Why Russia internet restrictions are becoming a political problem
For years, Moscow could tighten online controls gradually and describe the losses as the price of stability. That argument is harder to sustain now that outages are hitting ordinary routines and core sectors of the economy. Reuters reported in March that farmers complained mobile internet shutdowns were disrupting mandatory digital reporting during spring planting, a reminder that the crackdown is no longer confined to opposition media or foreign platforms.
That breadth explains why the backlash feels different. Bonya and other public figures are not anti-Kremlin activists, and many still frame their criticism around the old Russian formula that a well-intentioned leader is being misled by fearful subordinates. Even so, the fact that entertainers, executives and local petitioners now see internet controls as a matter worth raising with Putin shows how deeply the restrictions have entered daily life.
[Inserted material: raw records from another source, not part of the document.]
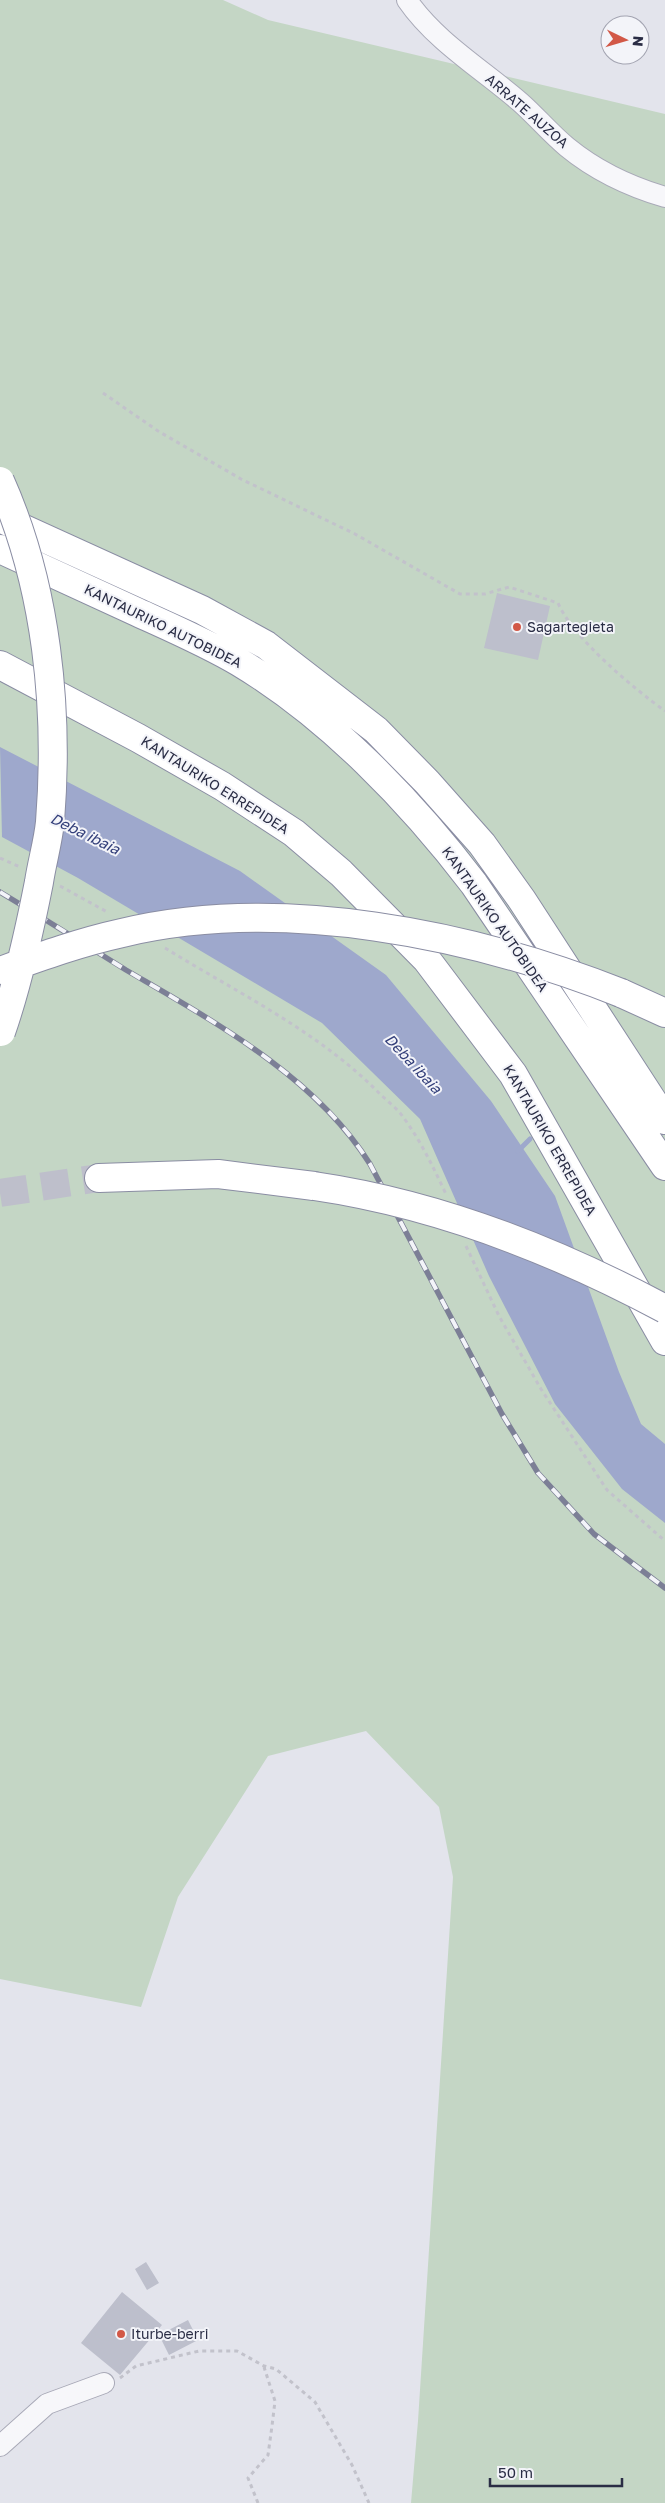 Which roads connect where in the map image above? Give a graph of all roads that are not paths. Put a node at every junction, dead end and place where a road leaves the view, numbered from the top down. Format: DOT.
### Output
graph roads {
  1 [pos="407,0"];
  2 [pos="665,197"];
  3 [pos="0,481"];
  4 [pos="0,518"];
  5 [pos="0,549"];
  6 [pos="0,665"];
  7 [pos="1,970"];
  8 [pos="665,1013"];
  9 [pos="0,1033"];
  10 [pos="665,1120"];
  11 [pos="665,1166"];
  12 [pos="99,1178"];
  13 [pos="665,1308"];
  14 [pos="665,1341"];
  15 [pos="104,2383"];
  16 [pos="0,2446"];
  1 -- 2 [label="street, ARRATE AUZOA"];
  3 -- 9 [label="highway, bridge"];
  4 -- 10 [label="highway, KANTAURIKO AUTOBIDEA"];
  5 -- 11 [label="highway, KANTAURIKO AUTOBIDEA"];
  6 -- 14 [label="highway, KANTAURIKO ERREPIDEA"];
  7 -- 8 [label="highway, bridge"];
  12 -- 13 [label="highway, bridge"];
  15 -- 16 [label="street"];
} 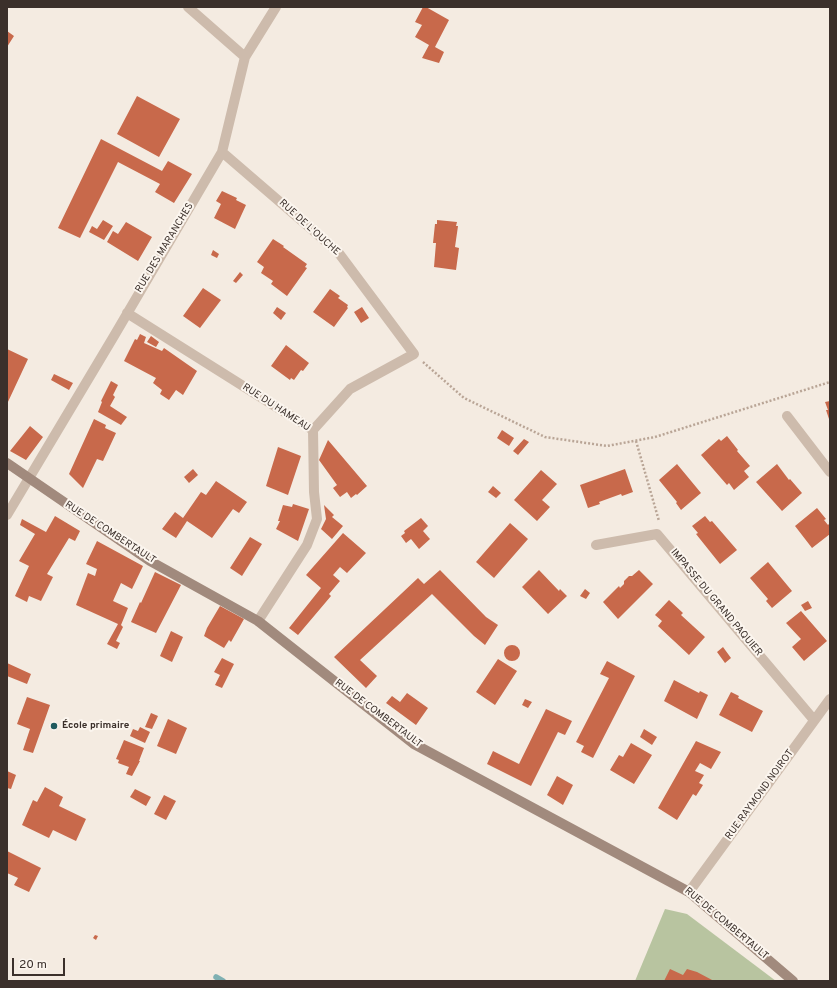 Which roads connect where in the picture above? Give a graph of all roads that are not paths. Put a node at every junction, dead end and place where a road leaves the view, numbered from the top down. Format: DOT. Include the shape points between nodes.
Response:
graph roads {
  1 [pos="188,7"];
  2 [pos="276,7"];
  3 [pos="245,57"];
  4 [pos="222,152"];
  5 [pos="127,313"];
  6 [pos="787,416"];
  7 [pos="313,430"];
  8 [pos="7,463"];
  9 [pos="830,472"];
  10 [pos="29,479"];
  11 [pos="7,515"];
  12 [pos="596,545"];
  13 [pos="258,621"];
  14 [pos="830,699"];
  15 [pos="814,720"];
  16 [pos="689,892"];
  17 [pos="793,981"];
  1 -- 3 [label="street"];
  2 -- 3 [label="street, RUE DES MARANCHES"];
  3 -- 4 [label="street, RUE DES MARANCHES"];
  4 -- 5 [label="street, RUE DES MARANCHES"];
  4 -- 7 [label="street, RUE DE L'OUCHE" via="338,252 414,354 350,389"];
  5 -- 7 [label="street, RUE DU HAMEAU"];
  5 -- 10 [label="street, RUE DES MARANCHES"];
  6 -- 9 [label="street"];
  7 -- 13 [label="street, RUE DU HAMEAU" via="317,519 307,545"];
  8 -- 10 [label="street, RUE DE COMBERTAULT"];
  10 -- 11 [label="street, RUE DES MARANCHES"];
  10 -- 13 [label="street, RUE DE COMBERTAULT" via="150,561"];
  12 -- 15 [label="street, IMPASSE DU GRAND PAQUIER" via="657,534"];
  13 -- 16 [label="street, RUE DE COMBERTAULT" via="414,744"];
  14 -- 15 [label="street, RUE RAYMOND NOIROT"];
  15 -- 16 [label="street, RUE RAYMOND NOIROT"];
  16 -- 17 [label="street, RUE DE COMBERTAULT"];
}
The Kremlin’s own messaging suggests it knows the policy has become politically expensive. Officials continue to present shutdowns as temporary security measures, yet the state is also pushing Russians toward homegrown services and away from foreign platforms, reinforcing the impression that emergency restrictions are being used to accelerate a broader remaking of the RuNet on government terms.
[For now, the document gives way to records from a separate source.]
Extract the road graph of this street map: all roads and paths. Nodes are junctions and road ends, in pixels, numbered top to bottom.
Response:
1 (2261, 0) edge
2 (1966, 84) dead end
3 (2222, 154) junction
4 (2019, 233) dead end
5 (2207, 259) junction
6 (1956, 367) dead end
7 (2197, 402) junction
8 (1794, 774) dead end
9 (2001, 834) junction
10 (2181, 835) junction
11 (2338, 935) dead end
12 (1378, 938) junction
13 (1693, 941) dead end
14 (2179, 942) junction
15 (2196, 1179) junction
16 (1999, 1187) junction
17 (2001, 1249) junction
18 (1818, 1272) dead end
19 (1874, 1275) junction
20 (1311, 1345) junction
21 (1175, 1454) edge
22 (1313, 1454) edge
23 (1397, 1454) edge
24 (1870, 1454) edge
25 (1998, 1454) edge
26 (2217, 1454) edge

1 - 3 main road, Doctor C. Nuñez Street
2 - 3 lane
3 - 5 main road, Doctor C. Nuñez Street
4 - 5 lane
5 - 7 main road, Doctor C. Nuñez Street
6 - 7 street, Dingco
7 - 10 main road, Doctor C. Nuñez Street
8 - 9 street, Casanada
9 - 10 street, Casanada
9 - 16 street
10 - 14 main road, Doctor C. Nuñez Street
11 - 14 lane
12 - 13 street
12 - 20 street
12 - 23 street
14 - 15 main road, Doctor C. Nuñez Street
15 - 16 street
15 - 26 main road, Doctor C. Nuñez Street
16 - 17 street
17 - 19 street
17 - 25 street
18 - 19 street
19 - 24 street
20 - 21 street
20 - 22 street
Russia internet restrictions were years in the making
The current squeeze did not start this spring. Russia laid the legal groundwork when it enacted its “sovereign internet” law in 2019, a measure designed to route web traffic through state-controlled chokepoints and make the domestic internet more independent from foreign infrastructure. After the full-scale invasion of Ukraine, the state escalated again and blocked Facebook in 2022, cutting Russians off from one of the biggest global social platforms as wartime censorship widened.
By 2024, the campaign had moved beyond formal bans and into throttling. Reuters reported that YouTube slowdowns threatened one of the last large channels for opposition voices and independent Russian-language content, underscoring how the Kremlin was shifting from selective platform pressure to a more comprehensive architecture of control.
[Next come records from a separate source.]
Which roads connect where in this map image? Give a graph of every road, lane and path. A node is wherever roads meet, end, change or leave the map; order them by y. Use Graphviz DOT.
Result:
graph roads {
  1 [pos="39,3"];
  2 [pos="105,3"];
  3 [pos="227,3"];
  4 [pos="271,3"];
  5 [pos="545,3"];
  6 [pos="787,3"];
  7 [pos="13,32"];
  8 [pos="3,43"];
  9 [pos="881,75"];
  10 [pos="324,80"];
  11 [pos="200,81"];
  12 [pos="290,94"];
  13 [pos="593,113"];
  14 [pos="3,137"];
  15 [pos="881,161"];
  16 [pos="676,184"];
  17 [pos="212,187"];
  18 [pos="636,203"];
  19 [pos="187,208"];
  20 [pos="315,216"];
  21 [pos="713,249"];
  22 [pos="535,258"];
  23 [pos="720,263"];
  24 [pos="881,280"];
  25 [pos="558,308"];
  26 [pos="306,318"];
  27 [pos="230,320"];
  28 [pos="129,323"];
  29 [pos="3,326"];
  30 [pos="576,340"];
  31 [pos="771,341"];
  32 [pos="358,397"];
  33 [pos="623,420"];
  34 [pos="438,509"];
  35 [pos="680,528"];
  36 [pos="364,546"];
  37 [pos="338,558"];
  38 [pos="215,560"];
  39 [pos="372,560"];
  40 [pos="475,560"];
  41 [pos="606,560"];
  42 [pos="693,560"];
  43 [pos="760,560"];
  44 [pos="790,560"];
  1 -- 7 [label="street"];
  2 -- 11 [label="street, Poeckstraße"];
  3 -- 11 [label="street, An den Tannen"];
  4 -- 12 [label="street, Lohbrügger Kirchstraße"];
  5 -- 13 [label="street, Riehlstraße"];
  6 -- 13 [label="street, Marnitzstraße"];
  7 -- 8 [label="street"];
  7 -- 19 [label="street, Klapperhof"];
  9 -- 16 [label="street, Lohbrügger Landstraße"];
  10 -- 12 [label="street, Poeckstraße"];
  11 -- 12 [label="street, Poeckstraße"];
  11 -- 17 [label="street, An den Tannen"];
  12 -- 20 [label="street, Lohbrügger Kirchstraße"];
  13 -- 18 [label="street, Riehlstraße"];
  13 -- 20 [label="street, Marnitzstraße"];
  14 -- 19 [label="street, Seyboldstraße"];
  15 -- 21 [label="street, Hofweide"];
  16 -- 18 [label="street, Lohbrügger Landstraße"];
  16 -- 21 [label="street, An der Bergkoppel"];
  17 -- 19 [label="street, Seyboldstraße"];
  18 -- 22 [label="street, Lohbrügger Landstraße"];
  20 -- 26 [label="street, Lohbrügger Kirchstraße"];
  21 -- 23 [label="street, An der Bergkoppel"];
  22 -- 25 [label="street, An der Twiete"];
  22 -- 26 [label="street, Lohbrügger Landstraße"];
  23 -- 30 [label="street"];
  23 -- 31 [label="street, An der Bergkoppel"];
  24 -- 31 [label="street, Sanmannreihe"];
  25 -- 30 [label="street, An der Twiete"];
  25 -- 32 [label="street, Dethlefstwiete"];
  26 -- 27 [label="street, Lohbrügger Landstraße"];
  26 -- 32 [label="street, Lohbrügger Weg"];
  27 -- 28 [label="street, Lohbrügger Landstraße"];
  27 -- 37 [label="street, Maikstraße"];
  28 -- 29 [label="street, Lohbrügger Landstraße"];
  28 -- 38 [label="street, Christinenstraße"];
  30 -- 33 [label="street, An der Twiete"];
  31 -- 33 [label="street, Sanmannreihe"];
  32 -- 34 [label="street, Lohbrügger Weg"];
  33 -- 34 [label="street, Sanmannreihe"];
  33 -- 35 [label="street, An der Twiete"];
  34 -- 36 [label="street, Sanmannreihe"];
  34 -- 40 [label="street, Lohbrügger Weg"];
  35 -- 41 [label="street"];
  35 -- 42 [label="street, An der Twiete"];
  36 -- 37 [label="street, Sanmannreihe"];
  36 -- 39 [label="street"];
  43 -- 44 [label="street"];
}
Seen in that context, the current backlash is less a sudden revolt than the delayed political cost of a long project. Russia’s leadership spent years building the legal, technical and institutional tools to fence off the country’s online space. What it cannot fully engineer is public patience when those tools begin breaking the services people depend on for work, payments, logistics and contact with family.
That does not mean the backlash is about to become a broad anti-Kremlin movement. Most of the criticism remains cautious, personalized and carefully hedged. But it does mean the state’s internet strategy has crossed an important line: it is no longer just suppressing dissent on the margins; it is colliding with the habits of millions of Russians who may accept tighter politics more easily than a broken phone, a failed payment or a silent chat app.